LONDON Transitive Technologies Ltd., a San Diego startup, has introduced software that lets code written for one microprocessor architecture run on another. The company uses software-emulation or "code-morphing" technology similar to that in Transmeta Corp.'s Crusoe processor to give system designers more freedom in processor choices. The technology's arrival in a generic form, potentially targeting any microprocessor's instruction set, could make a big splash in the industry.
Transitive Technologies says its Dynamite software can take binary code compiled for one processor and translate it into the binary code for a different one on the fly, as the code is running.
The first version, Dynamite X/M, turns X86 code into the binaries required to run on the MIPS32 or MIPS64 instruction-set architectures of MIPS Technologies Inc. (Mountain View, Calif.). Dynamite X/M is being evaluated at beta sites now and production will begin in the fourth quarter, Transitive executives said.
While remaining cautious, industry observers said that if compatibility and performance claims are met, Transitive's technology could change the way engineers think about legacy code and diminish the importance of microprocessor architecture loyalty.
At the same time, Dynamite has the potential to be disruptive. A chip maker might, for example, welcome a Dynamite tool that translates other processor binaries for its own microprocessor ISA, but frown on one that sends code compiled for its processors to other targets.
The company gave its first public demonstration of the raw Dynamite technology this past June at the Embedded Processor Forum in San Jose, Calif. Transitive plans to demo the technology working with multiple processor pairs at next week's Microprocessor Forum, also in San Jose.
"I tend to think they're on to something, but I also think they haven't found all the tough problems yet," said Jim Turley, an independent consultant who until recently was senior vice president of technology at Arc Cores, a configurable-processor company. "This is a case where the devil is in the details, and you don't find those until you think you're 99 percent done."
Transitive's code-morphing technology is similar to static compilation, but because Dynamite optimizations are done at run-time they can be more extensive. As a result, code run through Dynamite could produce better results than code that has been conventionally compiled, the company claims.

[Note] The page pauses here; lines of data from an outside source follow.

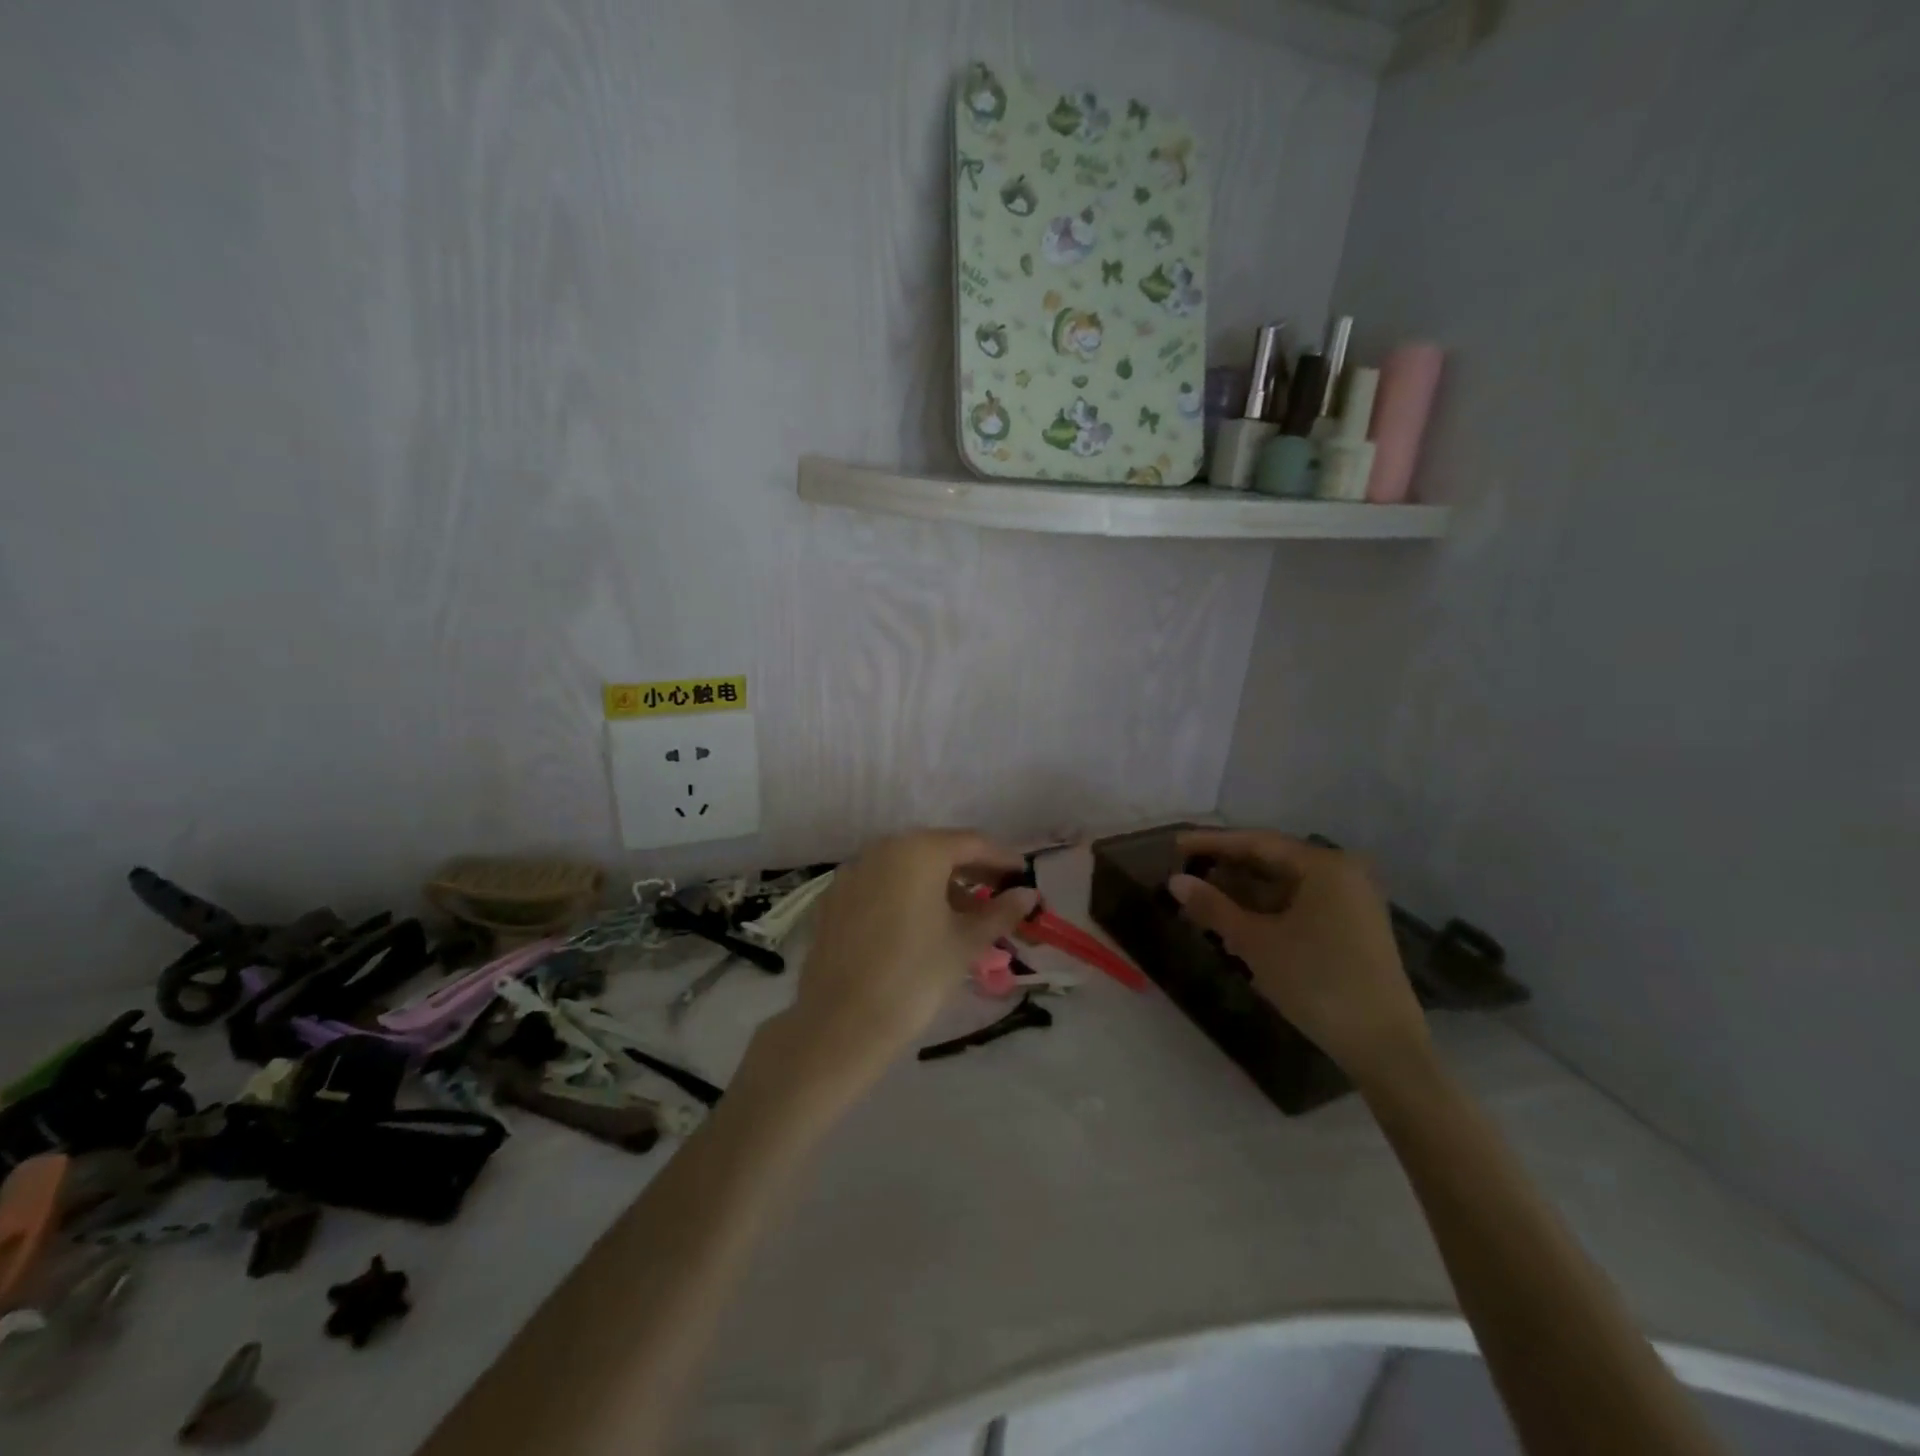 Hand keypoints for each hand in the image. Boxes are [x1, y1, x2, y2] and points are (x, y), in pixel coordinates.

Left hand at [768, 830, 1036, 1103]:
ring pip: (906, 866)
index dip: (1001, 858)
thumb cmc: (915, 976)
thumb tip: (1028, 894)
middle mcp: (883, 848)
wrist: (841, 1022)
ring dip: (937, 883)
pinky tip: (918, 923)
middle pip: (937, 850)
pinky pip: (880, 883)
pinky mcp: (834, 897)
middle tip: (997, 895)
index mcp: (919, 851)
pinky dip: (904, 894)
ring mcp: (853, 871)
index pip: (972, 843)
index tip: (1022, 877)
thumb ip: (1000, 912)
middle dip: (969, 870)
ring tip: (962, 915)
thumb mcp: (965, 943)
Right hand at [1169, 829, 1427, 1087]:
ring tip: (1202, 900)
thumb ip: (1214, 907)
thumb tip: (1174, 882)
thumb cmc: (1317, 982)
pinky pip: (1299, 906)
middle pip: (1272, 861)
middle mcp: (1342, 874)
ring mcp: (1351, 902)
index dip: (1212, 843)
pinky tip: (1236, 923)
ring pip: (1284, 886)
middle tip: (1184, 873)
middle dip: (1227, 869)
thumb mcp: (1256, 943)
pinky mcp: (1352, 928)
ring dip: (1243, 893)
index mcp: (1324, 866)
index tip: (1175, 845)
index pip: (1257, 842)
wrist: (1384, 1047)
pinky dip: (1266, 911)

The Dynamite kernel is generic and customized by software modules specific to the source and target processors. The company says that by adding modules, it can produce Dynamite tools for different processor pairs in a matter of four or five months.
Translation demo
Besides putting Dynamite X/M through its paces, Transitive plans to demonstrate at the Microprocessor Forum ARM-to-MIPS and PowerPC-to-X86 translation. Products based on these schemes, Dynamite A/M and Dynamite P/X, could be introduced as early as the first quarter of 2002, said John Graham, Transitive's chief executive officer.

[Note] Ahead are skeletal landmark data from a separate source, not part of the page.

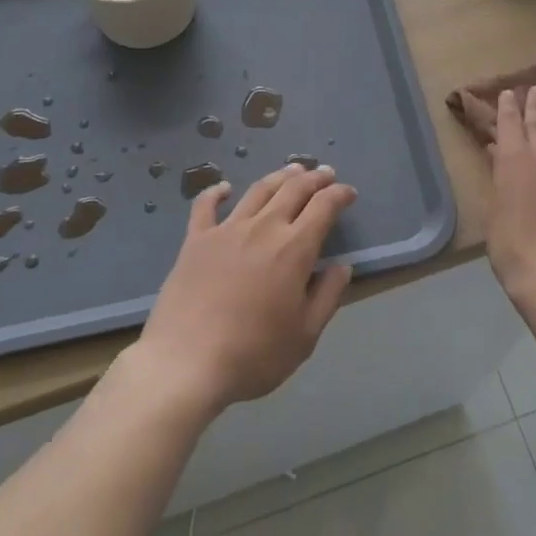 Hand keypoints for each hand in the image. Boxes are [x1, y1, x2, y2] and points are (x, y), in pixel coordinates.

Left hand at [133, 164, 355, 412]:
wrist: (187, 364)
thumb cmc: (254, 355)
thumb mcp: (305, 335)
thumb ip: (328, 296)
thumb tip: (342, 266)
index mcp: (294, 248)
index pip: (324, 207)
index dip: (339, 194)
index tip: (349, 192)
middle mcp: (263, 228)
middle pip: (293, 190)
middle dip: (314, 178)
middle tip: (325, 173)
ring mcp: (226, 230)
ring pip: (258, 191)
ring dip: (279, 177)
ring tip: (291, 170)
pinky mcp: (196, 240)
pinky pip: (206, 206)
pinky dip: (217, 191)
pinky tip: (225, 187) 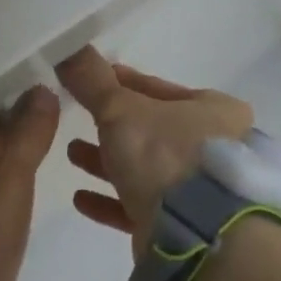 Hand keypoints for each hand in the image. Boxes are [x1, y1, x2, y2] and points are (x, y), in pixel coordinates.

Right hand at [56, 47, 253, 252]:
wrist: (195, 233)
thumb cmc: (164, 155)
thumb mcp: (122, 109)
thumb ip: (93, 82)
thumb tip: (66, 47)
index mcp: (214, 112)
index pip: (159, 90)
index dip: (122, 84)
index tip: (89, 83)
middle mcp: (214, 149)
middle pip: (151, 131)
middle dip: (110, 127)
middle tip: (76, 121)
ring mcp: (201, 191)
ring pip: (145, 170)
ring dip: (106, 162)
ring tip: (71, 155)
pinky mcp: (183, 226)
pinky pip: (140, 207)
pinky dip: (110, 201)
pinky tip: (80, 199)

Alasdair Rawsthorne, the company's chief technology officer and previously a lecturer in the computer science department of Manchester University, is also scheduled to give a presentation in San Jose. (An interview with Rawsthorne is available online.)

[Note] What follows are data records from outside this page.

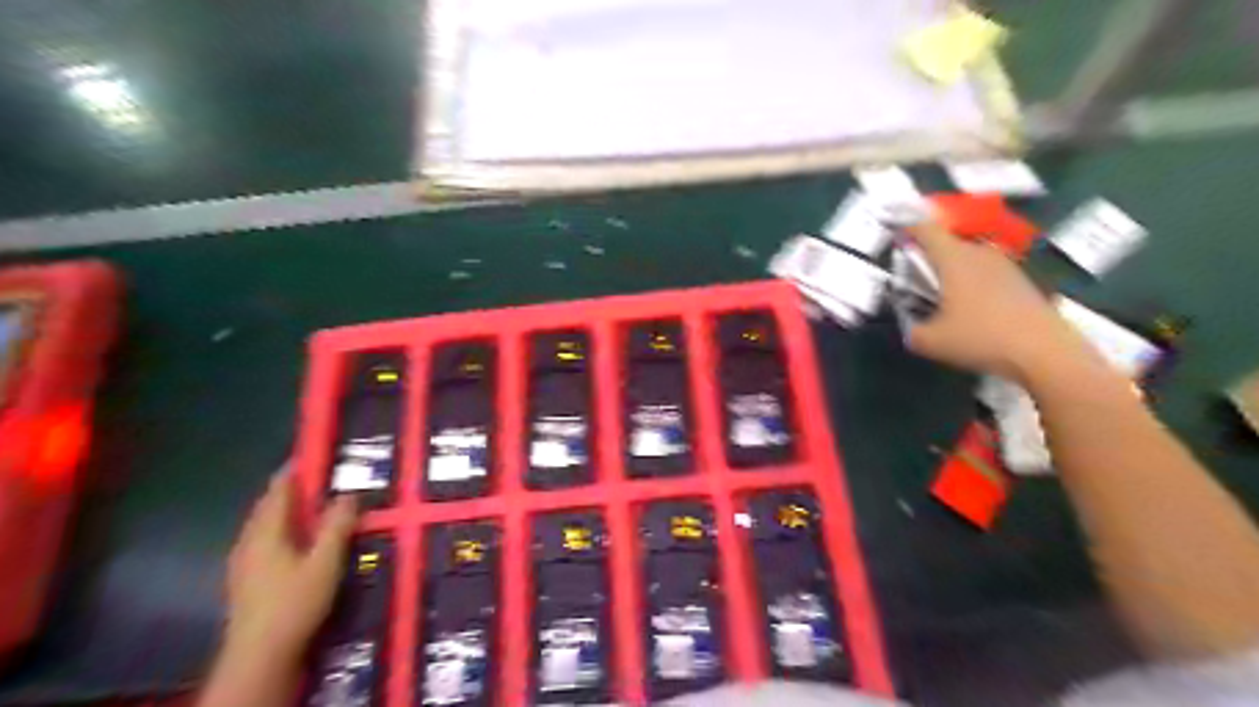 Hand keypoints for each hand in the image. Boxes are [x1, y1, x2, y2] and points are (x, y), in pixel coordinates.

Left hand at [222, 476, 354, 668]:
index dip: (295, 471)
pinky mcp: (246, 579)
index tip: (313, 454)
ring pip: (265, 525)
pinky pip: (264, 540)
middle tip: (319, 478)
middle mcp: (248, 541)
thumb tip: (348, 494)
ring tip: (313, 505)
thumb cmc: (295, 602)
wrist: (260, 655)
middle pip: (268, 506)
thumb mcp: (325, 561)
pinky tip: (298, 540)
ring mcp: (243, 561)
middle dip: (291, 489)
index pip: (278, 490)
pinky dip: (282, 529)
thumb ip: (337, 525)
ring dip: (287, 510)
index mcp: (265, 532)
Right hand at [899, 225, 1086, 382]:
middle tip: (915, 277)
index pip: (926, 229)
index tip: (896, 240)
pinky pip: (986, 272)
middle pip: (948, 243)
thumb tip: (908, 323)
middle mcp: (979, 253)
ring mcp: (1004, 264)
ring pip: (968, 258)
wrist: (1044, 351)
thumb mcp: (929, 341)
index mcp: (953, 258)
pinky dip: (972, 282)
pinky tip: (971, 309)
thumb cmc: (980, 338)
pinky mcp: (1020, 280)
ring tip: (942, 295)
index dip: (908, 229)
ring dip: (952, 270)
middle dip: (929, 255)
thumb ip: (909, 328)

Dynamite X/M's arrival should help MIPS processor cores gain design wins in sockets where X86 processors might otherwise have been specified. Transitive has joined the MIPS Alliance Program and will get technical assistance and broad marketing support from MIPS.
"With Dynamite X/M we'll be demonstrating Flash plug-ins on Mozilla running on a MIPS development board," said Graham. Flash is a browser animation system developed by Macromedia Inc. (San Francisco) and Mozilla is an open-source Internet browser that runs on Linux, he explained. "Running X86 plug-ins on a MIPS platform has never been seen before."
Transitive is pursuing an initial-license plus unit-royalty model similar to the one used by processor providers such as ARM and MIPS. Initial-license pricing would fall somewhere between those for an operating system and a processor core, with different fees for single or multiproject terms, Graham said.
By the end of 2002 the company expects to have products for most of the major architecture combinations in the embedded space.
Lessening legacy's import
Despite MIPS' leading position in the set-top-box market, some OEMs have considered using an X86 chip instead, just to handle this Internet legacy code, Graham said. The existence of Dynamite X/M removes that requirement, he said.
"Transitive's ability to enable OEM hardware design engineers to easily port legacy-code applications will strengthen the MIPS architecture's applications in the embedded electronics industry," said Kevin Meyer, vice president of marketing at MIPS Technologies.
Although Transitive has previously claimed that Dynamite can achieve parity with or even better the speed of the target processor running native code, Graham admitted this is not the case with the Dynamite X/M-over-Linux product.
"Remember, this is translating from CISC to RISC, which is the worst case," he said. "We're getting a ratio of 1:1.6. So translating code to a 500-MHz MIPS core will yield 300-MHz Pentium performance."
Dynamite can also "exploit discontinuities in CPU vendors' road maps," said Graham. Referring to next week's ARM-to-MIPS demo, Graham said: "For example, at present ARM and StrongARM run out of steam at a couple of hundred megahertz clock frequency, but MIPS does not." Licensable MIPS cores can synthesize to 500 MHz, and dedicated suppliers of MIPS-based processors have announced chips with cores running at 1 GHz. Developers could, therefore, get a performance boost by moving to a sufficiently faster processor without having to recompile code, Graham said.
But Dynamite does have drawbacks. Dynamite X/M occupies about 750 kbytes of memory and the translation work it does results in latency in the early stages of running any particular program. This latency diminishes with time, or can be minimized by running code during an imposed startup-delay or "learning" period.
"Emulation or code morphing or whatever you want to call it is as old as computers. It works, after a fashion, but it's always been dreadfully slow and the bugs are painfully subtle," said analyst Turley. "Apple did an amazing job with its Power Macintosh running 68000 code on the PowerPC several years ago. Most other companies have fared much worse."
Dynamite is thought to be the first generic approach to dynamic translation applicable to many processor and DSP pairs.
"I don't think the latency is going to go away and for that reason, for real-time applications emulation is generally not a good idea," said analyst Turley, who says he has seen Transitive's MIPS/X86 demo.